Sometimes repeating yourself is redundant. The same is true for your data.
After working in several industries, I have found that any company is only as good as its records. According to CIO Magazine, two-percent duplicates in your database is among the realm of acceptable. However, once a database reaches five-percent is when they are in the danger zone. Once your database is in the “danger zone” reports become misleading and data updates become lost.
One might ask, how do duplicates happen? To name a few reasons: people registering under a few different emails, those with formal full names using a nickname (e.g. Steve vs. Steven), spelling, and other various reasons that can have the same effect. You can read our blog Duplicating the Duplicated Duplicates for more on this topic.
CIO Magazine recommends using de-duping software and zooming in on exactly what makes you have too much of that good data.
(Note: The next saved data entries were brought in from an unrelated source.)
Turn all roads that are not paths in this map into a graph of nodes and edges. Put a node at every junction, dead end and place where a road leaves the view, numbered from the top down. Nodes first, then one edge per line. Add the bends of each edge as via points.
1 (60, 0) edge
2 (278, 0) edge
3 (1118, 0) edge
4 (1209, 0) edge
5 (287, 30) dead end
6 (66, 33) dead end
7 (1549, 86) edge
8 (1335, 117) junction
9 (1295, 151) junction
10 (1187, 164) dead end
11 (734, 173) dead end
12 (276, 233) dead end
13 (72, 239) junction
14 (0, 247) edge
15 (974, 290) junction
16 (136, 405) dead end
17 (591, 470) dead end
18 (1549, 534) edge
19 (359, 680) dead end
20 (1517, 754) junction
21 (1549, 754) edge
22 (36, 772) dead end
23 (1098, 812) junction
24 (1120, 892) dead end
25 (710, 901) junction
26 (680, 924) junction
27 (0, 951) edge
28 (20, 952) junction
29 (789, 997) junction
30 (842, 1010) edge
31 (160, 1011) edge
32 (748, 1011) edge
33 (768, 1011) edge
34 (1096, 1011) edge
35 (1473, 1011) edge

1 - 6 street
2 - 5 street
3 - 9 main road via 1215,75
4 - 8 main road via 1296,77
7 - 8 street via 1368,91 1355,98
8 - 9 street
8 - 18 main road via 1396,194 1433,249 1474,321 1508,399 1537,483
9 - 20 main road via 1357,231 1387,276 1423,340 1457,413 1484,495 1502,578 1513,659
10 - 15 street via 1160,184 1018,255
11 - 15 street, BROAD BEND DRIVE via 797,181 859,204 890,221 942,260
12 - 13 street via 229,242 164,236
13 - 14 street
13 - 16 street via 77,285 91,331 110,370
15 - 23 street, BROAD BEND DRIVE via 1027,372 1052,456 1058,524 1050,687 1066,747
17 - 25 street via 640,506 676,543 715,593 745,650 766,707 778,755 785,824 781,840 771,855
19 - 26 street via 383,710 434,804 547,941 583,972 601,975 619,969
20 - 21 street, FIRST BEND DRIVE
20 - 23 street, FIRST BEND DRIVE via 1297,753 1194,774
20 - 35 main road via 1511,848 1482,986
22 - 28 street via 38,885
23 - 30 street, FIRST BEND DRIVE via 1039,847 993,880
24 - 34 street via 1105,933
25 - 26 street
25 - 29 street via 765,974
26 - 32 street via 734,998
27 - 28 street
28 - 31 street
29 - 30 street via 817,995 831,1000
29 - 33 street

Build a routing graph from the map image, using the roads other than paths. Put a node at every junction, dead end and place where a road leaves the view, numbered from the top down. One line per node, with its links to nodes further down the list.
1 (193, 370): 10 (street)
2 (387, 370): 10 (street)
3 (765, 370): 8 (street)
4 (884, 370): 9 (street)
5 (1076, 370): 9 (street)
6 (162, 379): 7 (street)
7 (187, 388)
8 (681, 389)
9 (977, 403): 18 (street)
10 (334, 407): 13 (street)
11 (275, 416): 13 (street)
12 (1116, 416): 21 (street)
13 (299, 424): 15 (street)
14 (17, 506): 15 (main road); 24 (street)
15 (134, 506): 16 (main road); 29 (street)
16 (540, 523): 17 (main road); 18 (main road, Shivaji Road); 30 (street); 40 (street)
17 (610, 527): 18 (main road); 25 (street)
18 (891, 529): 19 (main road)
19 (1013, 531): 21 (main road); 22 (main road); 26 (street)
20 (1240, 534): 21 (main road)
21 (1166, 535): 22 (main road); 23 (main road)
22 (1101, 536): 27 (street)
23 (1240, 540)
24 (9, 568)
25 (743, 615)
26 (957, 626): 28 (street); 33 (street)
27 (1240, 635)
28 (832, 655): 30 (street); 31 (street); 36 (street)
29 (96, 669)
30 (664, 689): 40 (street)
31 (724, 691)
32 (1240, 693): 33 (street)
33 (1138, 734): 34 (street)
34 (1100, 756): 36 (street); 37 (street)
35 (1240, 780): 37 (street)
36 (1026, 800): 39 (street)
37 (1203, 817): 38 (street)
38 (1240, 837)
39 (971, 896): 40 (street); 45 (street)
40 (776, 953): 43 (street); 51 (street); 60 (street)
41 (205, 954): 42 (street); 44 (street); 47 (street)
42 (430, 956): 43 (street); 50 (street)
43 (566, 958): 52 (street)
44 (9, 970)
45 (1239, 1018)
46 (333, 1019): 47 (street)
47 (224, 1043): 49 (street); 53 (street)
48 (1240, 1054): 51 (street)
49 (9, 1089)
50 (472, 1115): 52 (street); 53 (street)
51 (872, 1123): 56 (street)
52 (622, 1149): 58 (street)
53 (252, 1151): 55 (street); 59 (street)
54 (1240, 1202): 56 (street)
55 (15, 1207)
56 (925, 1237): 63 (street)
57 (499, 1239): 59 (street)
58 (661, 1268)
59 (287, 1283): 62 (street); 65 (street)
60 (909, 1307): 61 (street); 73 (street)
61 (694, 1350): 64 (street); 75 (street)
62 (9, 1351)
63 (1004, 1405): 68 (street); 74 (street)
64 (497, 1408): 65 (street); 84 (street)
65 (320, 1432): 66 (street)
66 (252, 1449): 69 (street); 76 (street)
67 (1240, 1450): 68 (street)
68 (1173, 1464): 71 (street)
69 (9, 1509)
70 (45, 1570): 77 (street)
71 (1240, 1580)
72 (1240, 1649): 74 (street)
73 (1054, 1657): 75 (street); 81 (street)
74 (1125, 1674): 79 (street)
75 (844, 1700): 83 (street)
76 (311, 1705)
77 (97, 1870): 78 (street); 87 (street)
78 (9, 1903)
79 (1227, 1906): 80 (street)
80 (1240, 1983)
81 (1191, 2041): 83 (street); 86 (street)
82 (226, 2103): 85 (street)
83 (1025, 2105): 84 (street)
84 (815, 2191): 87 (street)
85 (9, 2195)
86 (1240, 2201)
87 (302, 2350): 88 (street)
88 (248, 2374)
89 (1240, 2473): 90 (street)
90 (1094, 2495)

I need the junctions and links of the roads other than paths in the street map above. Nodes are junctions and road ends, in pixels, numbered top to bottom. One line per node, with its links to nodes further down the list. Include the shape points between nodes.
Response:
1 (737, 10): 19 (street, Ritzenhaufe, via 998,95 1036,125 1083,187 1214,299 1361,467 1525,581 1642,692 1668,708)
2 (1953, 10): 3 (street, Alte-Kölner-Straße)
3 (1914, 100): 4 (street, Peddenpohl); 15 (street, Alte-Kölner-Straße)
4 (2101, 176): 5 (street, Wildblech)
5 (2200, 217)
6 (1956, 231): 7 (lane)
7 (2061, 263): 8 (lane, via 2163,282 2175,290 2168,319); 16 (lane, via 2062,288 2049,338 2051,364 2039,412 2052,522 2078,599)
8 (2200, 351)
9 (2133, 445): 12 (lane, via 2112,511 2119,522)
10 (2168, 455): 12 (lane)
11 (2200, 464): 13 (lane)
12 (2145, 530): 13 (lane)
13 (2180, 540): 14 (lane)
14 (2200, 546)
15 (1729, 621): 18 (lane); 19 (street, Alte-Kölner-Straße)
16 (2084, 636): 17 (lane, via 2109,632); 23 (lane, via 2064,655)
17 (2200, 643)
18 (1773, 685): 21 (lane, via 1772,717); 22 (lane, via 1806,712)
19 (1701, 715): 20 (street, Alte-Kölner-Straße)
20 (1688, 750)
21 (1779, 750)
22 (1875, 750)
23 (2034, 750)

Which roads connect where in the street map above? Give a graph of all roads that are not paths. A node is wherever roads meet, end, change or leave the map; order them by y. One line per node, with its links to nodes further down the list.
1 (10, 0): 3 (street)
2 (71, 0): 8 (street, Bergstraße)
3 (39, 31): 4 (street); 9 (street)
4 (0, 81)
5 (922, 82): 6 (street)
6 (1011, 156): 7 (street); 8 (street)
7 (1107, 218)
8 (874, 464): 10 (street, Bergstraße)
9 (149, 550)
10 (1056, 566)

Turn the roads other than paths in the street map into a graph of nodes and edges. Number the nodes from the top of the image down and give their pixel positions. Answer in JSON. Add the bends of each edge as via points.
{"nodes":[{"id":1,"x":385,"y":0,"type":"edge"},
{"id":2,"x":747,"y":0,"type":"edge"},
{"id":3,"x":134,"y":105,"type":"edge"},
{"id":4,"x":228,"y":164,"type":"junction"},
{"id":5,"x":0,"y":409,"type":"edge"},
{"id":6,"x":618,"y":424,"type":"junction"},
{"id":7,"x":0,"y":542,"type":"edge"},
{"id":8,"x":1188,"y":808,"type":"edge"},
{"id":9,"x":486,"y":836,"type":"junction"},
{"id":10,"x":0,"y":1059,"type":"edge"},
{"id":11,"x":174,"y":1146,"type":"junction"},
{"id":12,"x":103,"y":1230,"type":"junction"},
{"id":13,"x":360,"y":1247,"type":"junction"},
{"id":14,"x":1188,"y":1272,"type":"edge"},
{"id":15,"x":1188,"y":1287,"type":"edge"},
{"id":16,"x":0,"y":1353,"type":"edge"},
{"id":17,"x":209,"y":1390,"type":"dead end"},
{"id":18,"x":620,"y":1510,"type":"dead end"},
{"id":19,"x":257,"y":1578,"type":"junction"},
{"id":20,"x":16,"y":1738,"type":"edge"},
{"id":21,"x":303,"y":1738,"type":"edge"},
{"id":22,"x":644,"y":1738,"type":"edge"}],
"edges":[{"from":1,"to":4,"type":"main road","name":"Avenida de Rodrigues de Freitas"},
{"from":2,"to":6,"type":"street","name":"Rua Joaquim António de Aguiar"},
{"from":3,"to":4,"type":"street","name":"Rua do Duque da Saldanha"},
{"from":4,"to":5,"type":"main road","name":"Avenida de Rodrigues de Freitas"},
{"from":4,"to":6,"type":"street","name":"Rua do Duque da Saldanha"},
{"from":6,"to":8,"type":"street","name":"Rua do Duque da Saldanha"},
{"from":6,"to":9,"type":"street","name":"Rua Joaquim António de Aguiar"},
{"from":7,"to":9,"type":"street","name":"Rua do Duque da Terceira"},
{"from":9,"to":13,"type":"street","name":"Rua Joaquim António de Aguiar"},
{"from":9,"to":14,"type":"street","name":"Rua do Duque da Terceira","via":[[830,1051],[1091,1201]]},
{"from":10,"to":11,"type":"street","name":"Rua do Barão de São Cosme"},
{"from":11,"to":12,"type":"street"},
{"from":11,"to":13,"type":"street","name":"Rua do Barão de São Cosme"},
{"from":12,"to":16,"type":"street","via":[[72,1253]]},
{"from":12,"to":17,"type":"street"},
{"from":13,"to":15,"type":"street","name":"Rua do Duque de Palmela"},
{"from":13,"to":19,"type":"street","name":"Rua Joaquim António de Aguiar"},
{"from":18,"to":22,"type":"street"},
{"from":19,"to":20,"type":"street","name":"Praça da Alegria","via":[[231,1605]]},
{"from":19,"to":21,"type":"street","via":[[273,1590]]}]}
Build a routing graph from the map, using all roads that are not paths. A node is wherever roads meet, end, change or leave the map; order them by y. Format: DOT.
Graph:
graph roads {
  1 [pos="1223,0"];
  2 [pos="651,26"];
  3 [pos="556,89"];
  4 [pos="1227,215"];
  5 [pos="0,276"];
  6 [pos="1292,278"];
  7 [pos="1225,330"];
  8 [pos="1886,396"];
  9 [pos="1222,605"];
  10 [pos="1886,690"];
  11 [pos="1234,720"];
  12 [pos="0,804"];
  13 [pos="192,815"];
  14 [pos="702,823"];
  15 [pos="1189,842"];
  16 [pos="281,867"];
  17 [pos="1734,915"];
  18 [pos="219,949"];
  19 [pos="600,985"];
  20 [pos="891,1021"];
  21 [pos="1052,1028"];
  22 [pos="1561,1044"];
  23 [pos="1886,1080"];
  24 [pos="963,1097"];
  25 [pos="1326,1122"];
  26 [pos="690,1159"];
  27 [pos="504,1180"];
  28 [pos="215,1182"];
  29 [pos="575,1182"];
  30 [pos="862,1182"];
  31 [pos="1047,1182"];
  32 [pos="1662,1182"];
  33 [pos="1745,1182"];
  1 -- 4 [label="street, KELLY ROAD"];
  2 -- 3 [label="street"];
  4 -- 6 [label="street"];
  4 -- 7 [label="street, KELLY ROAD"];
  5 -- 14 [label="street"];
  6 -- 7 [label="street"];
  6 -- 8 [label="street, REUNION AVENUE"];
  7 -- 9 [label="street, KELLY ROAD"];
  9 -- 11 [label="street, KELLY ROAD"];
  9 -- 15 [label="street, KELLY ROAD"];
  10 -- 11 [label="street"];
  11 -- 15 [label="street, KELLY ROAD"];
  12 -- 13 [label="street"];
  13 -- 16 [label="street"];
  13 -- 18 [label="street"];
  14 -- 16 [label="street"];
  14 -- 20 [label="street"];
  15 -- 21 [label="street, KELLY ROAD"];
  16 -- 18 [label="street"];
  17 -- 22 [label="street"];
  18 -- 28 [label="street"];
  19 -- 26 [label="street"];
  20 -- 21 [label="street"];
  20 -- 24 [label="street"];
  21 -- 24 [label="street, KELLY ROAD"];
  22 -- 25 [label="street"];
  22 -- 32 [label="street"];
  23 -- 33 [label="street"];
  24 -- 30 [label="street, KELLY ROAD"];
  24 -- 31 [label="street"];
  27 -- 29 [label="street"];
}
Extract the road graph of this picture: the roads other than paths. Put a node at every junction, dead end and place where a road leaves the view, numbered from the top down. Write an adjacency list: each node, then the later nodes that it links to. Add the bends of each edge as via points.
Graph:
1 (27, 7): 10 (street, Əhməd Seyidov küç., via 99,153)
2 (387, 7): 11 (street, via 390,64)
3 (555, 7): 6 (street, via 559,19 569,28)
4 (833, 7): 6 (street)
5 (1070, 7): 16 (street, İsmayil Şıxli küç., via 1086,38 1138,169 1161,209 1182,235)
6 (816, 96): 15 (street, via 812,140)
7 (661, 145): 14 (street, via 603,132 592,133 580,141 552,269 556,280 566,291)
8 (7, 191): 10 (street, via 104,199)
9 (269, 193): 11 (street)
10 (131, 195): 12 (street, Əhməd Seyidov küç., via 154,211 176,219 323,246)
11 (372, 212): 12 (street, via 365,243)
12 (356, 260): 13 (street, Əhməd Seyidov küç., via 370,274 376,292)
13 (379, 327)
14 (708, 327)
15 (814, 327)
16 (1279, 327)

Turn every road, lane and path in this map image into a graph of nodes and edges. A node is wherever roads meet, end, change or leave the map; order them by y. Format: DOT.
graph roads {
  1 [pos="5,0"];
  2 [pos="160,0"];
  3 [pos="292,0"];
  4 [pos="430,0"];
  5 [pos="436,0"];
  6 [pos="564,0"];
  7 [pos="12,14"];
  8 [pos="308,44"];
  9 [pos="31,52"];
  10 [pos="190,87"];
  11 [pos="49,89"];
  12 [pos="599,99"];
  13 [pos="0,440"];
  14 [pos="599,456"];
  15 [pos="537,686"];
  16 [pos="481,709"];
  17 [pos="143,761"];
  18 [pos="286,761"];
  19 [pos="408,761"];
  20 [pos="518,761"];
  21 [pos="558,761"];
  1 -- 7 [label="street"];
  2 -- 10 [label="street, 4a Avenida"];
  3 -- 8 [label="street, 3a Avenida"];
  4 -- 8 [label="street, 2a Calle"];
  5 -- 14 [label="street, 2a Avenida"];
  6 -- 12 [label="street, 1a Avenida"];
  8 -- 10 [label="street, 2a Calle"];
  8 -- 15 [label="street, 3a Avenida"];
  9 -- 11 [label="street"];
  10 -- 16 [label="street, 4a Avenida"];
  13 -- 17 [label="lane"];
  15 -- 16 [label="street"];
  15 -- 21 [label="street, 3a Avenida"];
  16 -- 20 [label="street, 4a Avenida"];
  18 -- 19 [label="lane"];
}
There are some companies that still rely on humans to do their de-duping. For example, a company that I worked for that used medical records, relied solely on humans to simply fill out paperwork every time a duplicate was found. This paperwork was then put in a pipeline of bureaucracy in the hopes that the duplicate got fixed and the process did not need to be repeated.
I believe there is a happy medium between these two solutions. Not every company can afford “cutting edge software” and clearly leaving a paper trail to be rid of a duplicate on a computer database is impractical. Stay under five-percent, my friends.